We learned an important lesson about how massive resources in politics can sometimes be countered by a relatively small-scale effort. It also taught us about the role of dumb luck in politics (one I've seen repeated time and time again!).

The censure petition was adopted by the Senate, in part because of the courage of some senators in McCarthy's own party. That vote illustrated how important it can be at times to differ with the majority of one's own party, if the merits dictate, and in doing so, how the direction of a nation can be affected.

Ironically, history placed me, for the second half of 2001 and all of 2002, in the same position Sen. McCarthy held when we delivered those petitions-at the helm of the Senate Permanent Subcommittee on Investigations. When investigating the activities of Enron, Chase, Citibank, and Merrill Lynch (issuing subpoenas, watching the witnesses before me "take the Fifth"), I often thought of how Sen. McCarthy abused the powers now at my disposal, and it sensitized me to the potential for abusing power, as well as using it for the public good.

A second political event that occurred in l954 was the fall of North Vietnam to the Communists, who had defeated the French. Most of the University of Hanoi, faculty and students alike, picked up and fled south to Saigon in the hope of maintaining their academic freedom. (The Vietnam War, in which the United States would became deeply involved, was not yet on the horizon.) Several classmates and I, with students from a few nearby colleges, decided to hold a book drive to help stock a library that had to be built from scratch in Saigon. We collected thousands of books and raised the funds to ship them to Vietnam. That Swarthmore experience reinforced a belief I had long held that Americans are willing to help those in need around the world. American ideals and idealism are powerful tools for good, under the right leadership, and are readily available to be called on for great causes, such as addressing hunger or the AIDS epidemic.

A third experience involved Collection. Several classmates and I objected on principle to being required to attend that long-standing weekly event with, as it appeared to some, its quasi-religious origin and nature.

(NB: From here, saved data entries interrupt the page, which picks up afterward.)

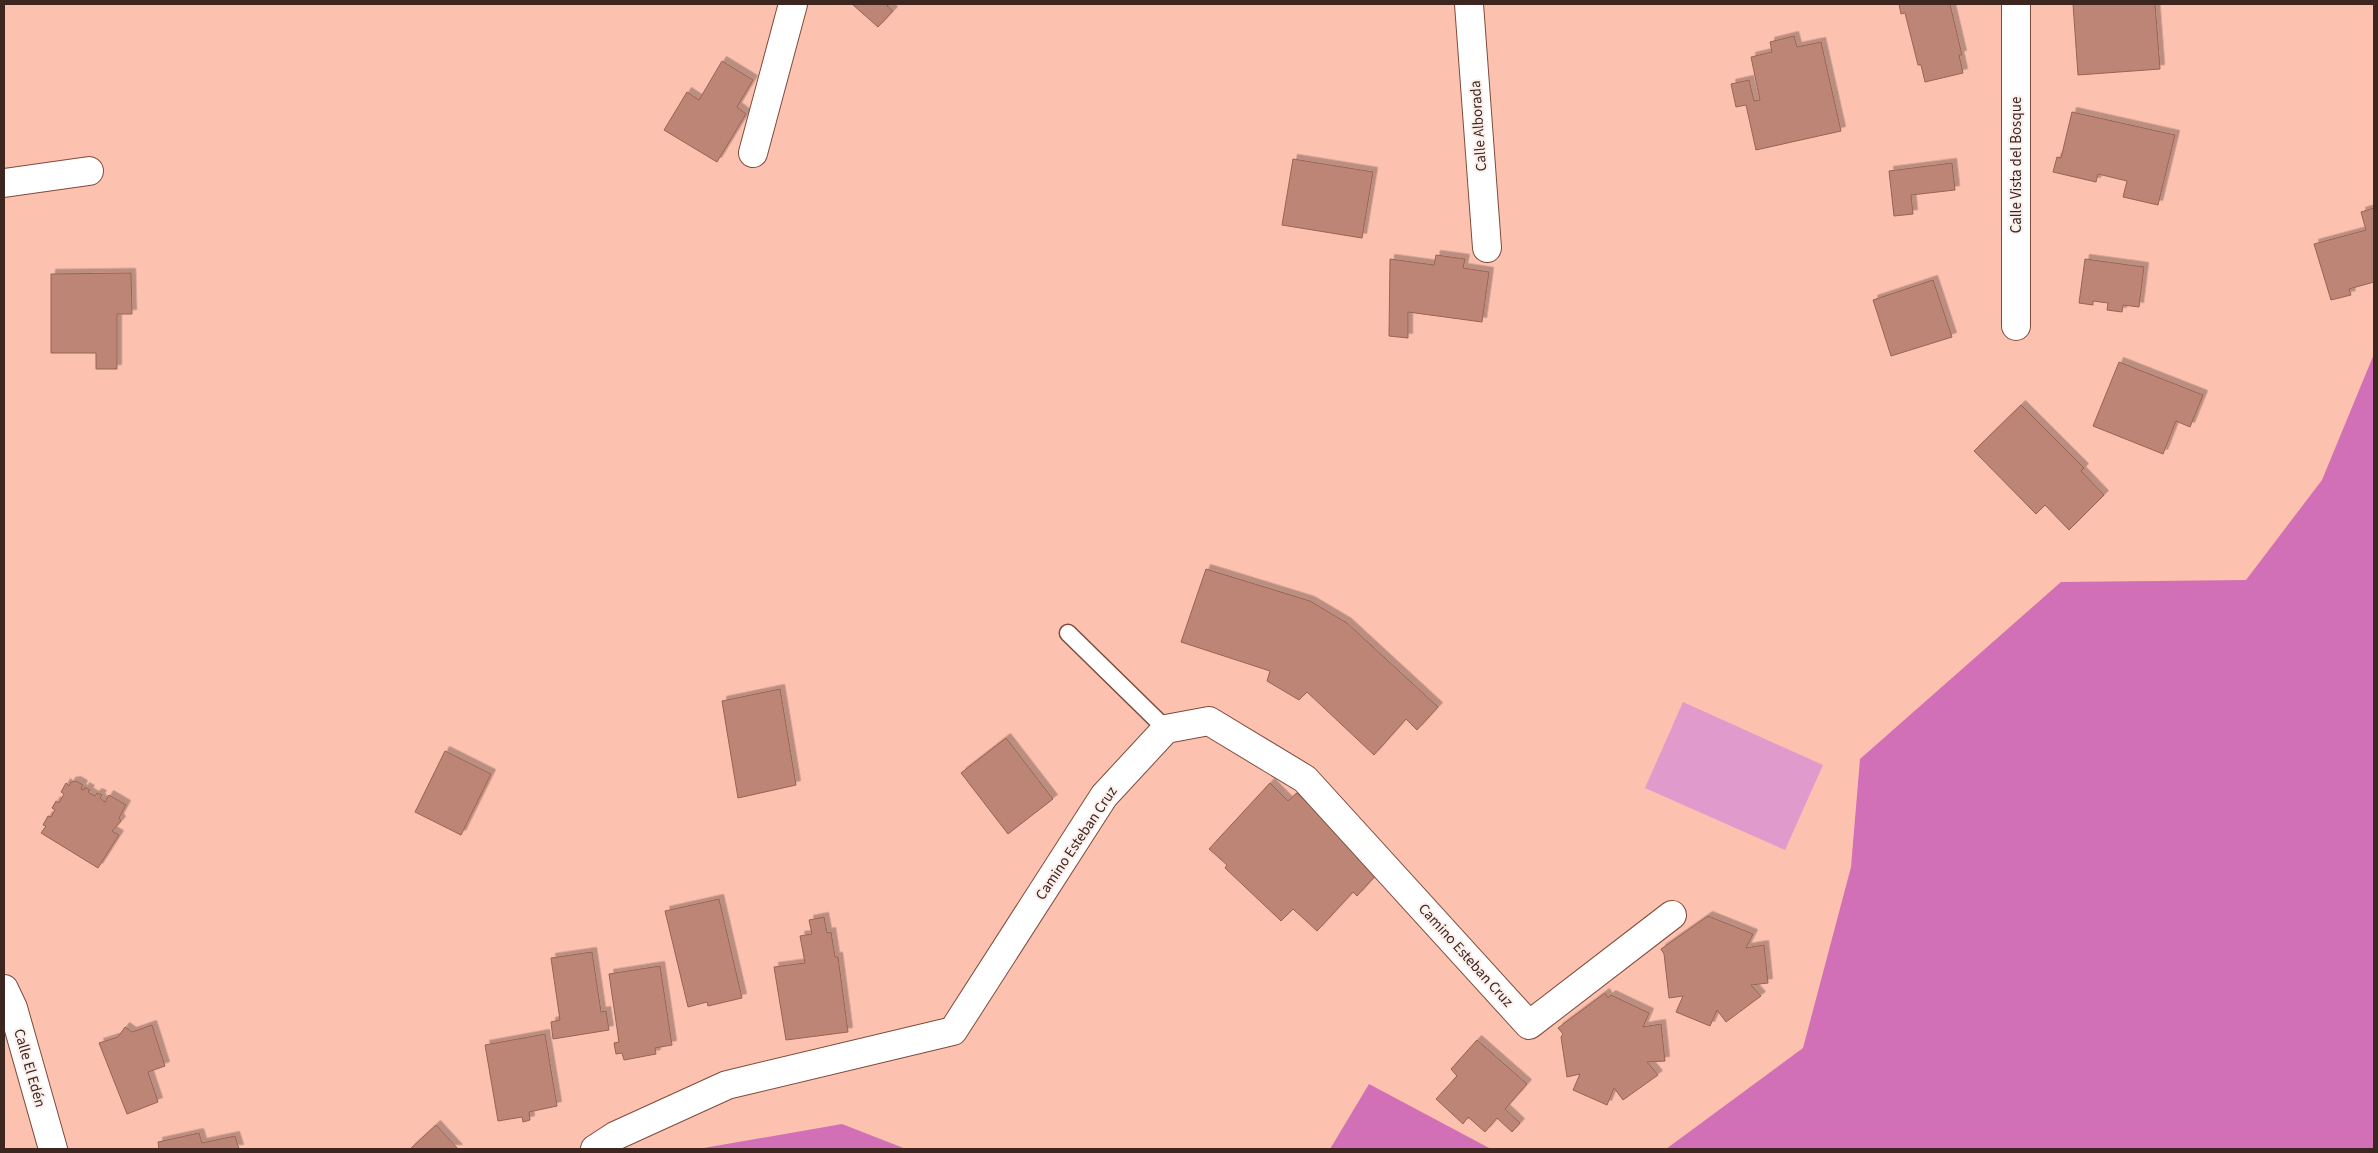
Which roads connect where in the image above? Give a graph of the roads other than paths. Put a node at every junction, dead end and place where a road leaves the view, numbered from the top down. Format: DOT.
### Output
graph roads {
  1 [pos="793,4"];
  2 [pos="1469,4"];
  3 [pos="2016,4"];
  4 [pos="753,153"];
  5 [pos="89,170"];
  6 [pos="4,183"];
  7 [pos="1487,248"];
  8 [pos="2016,326"];
  9 [pos="1068,633"];
  10 [pos="1166,729"];
  11 [pos="1672,915"];
  12 [pos="4,989"];
  13 [pos="53,1149"];
  14 [pos="595,1149"];
  1 -- 4 [label="street"];
  2 -- 7 [label="street, Calle Alborada"];
  3 -- 8 [label="street, Calle Vista del Bosque"];
  5 -- 6 [label="street"];
  9 -- 10 [label="lane"];
  10 -- 11 [label="street, Camino Esteban Cruz"];
  10 -- 14 [label="street, Camino Esteban Cruz"];
  12 -- 13 [label="street, Calle El Edén"];
}
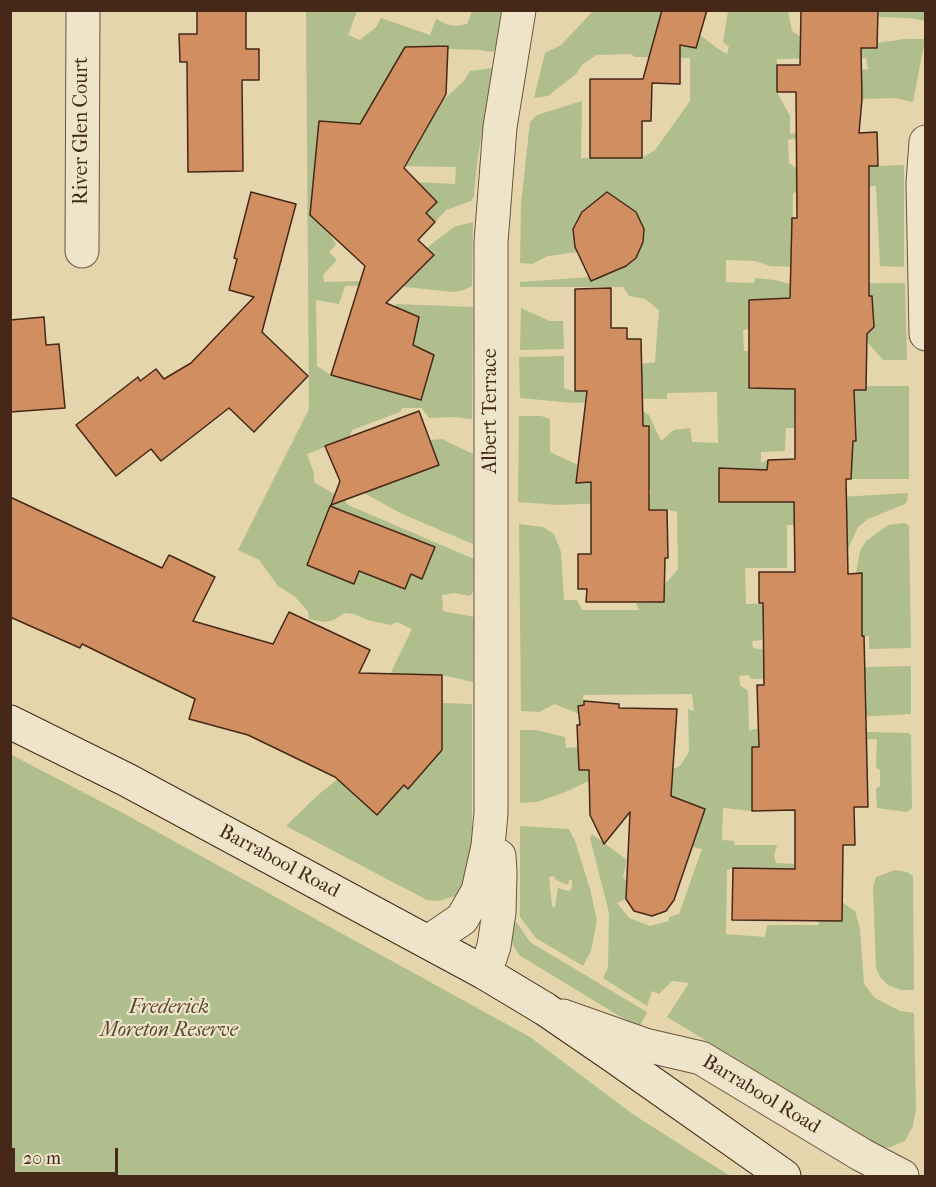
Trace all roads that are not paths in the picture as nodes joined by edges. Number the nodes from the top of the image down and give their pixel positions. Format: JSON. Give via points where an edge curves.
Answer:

Of course, many of the programs at Collection were interesting, and we wished to attend those on a voluntary basis. There apparently had not been a protest like ours before (for good reason, perhaps, given the innocuous nature of Collection most of the time). The dean came up with what he believed was a shrewd and appropriate verdict: It would be "all or none." In other words, if we wanted to skip the programs we objected to or found uninteresting, we would have to pay the price of not being able to attend the programs we wanted to attend. We readily chose the "none" option.

We had spoken truth (at least in our eyes) to power (in everybody's eyes) and "won." I believe that attendance at Collection was made optional at some point thereafter.

I have often thought of that incident and how Swarthmore reacted with such reasonableness to our proclamation of principle. But more to the point of this remembrance, I believe I have been more willing to "take on" the powerful because of the lessons learned at Swarthmore about effecting change by not being afraid to challenge the status quo.

On the one hand, these events sprang from youthful exuberance and the idealism that young people have, believing that they can change the world for the better. On the other hand, I have realized over time that these events really did influence my career, demonstrating as they did that individuals can advance causes and that the effort to do so has meaning. My years at Swarthmore shaped my life in immeasurable ways, just as it has affected the lives of almost everybody who was lucky enough to have been exposed to Swarthmore's love of learning, its respect for differences, and the obligation to all life on our fragile planet that it seeks to instill.

Carl Levin is a U.S. senator from Michigan and the ranking Democrat on the Senate Armed Services Committee.